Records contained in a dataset
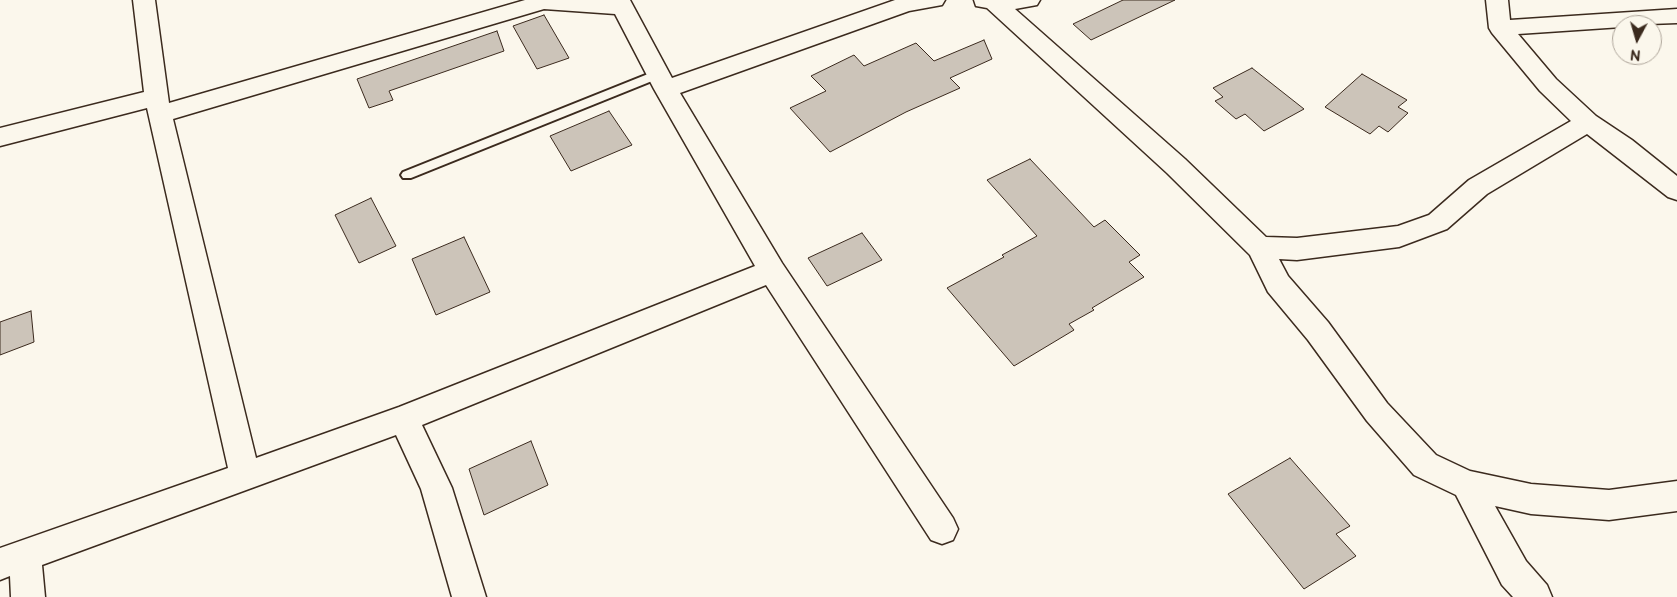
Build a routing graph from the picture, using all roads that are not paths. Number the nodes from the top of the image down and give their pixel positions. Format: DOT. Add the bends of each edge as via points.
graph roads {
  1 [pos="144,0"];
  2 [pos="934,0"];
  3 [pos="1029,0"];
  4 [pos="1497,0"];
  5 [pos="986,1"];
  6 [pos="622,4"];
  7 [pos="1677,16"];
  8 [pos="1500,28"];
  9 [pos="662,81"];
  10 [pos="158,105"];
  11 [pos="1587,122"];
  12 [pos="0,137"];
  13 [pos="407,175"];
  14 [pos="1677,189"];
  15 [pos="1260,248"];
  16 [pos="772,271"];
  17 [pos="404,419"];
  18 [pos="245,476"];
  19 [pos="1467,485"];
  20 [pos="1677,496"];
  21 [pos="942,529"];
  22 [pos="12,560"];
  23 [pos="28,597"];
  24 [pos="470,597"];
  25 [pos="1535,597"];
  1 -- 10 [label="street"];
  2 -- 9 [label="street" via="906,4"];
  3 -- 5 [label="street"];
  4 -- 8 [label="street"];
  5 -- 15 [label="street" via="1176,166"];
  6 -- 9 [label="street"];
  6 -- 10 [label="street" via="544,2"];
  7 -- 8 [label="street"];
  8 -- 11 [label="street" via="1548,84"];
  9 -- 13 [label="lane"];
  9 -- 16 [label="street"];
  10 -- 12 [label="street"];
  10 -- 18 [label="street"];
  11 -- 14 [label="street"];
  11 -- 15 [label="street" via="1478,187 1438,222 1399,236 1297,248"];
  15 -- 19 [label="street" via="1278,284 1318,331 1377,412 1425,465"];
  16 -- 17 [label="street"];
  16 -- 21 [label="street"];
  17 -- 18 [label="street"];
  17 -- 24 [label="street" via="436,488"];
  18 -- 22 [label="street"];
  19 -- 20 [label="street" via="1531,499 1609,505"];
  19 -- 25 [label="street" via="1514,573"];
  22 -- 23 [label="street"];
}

▸ EXERCISE
Every entry above should be written out again verbatim, with no pictures included.

▸ TASK RESPONSE
Build a routing graph from the picture, using all roads that are not paths. Number the nodes from the top of the image down and give their pixel positions. Format: DOT. Add the bends of each edge as via points.
graph roads {
  1 [pos="144,0"];
  2 [pos="934,0"];
  3 [pos="1029,0"];
  4 [pos="1497,0"];
  5 [pos="986,1"];
  6 [pos="622,4"];
  7 [pos="1677,16"];
  8 [pos="1500,28"];
  9 [pos="662,81"];
  10 [pos="158,105"];
  11 [pos="1587,122"];
  12 [pos="0,137"];
  13 [pos="407,175"];
  14 [pos="1677,189"];
  15 [pos="1260,248"];
  16 [pos="772,271"];
  17 [pos="404,419"];
  18 [pos="245,476"];
  19 [pos="1467,485"];
  20 [pos="1677,496"];
  21 [pos="942,529"];
  22 [pos="12,560"];
  23 [pos="28,597"];
  24 [pos="470,597"];
  25 [pos="1535,597"];
  1 -- 10 [label="street"];
  2 -- 9 [label="street" via="906,4"];
  3 -- 5 [label="street"];
  4 -- 8 [label="street"];
  5 -- 15 [label="street" via="1176,166"];
  6 -- 9 [label="street"];
  6 -- 10 [label="street" via="544,2"];
  7 -- 8 [label="street"];
  8 -- 11 [label="street" via="1548,84"];
  9 -- 13 [label="lane"];
  9 -- 16 [label="street"];
  10 -- 12 [label="street"];
  10 -- 18 [label="street"];
  11 -- 14 [label="street"];
  11 -- 15 [label="street" via="1478,187 1438,222 1399,236 1297,248"];
  15 -- 19 [label="street" via="1278,284 1318,331 1377,412 1425,465"];
  16 -- 17 [label="street"];
  16 -- 21 [label="street"];
  17 -- 18 [label="street"];
  17 -- 24 [label="street" via="436,488"];
  18 -- 22 [label="street"];
  19 -- 20 [label="street" via="1531,499 1609,505"];
  19 -- 25 [label="street" via="1514,573"];
  22 -- 23 [label="street"];
}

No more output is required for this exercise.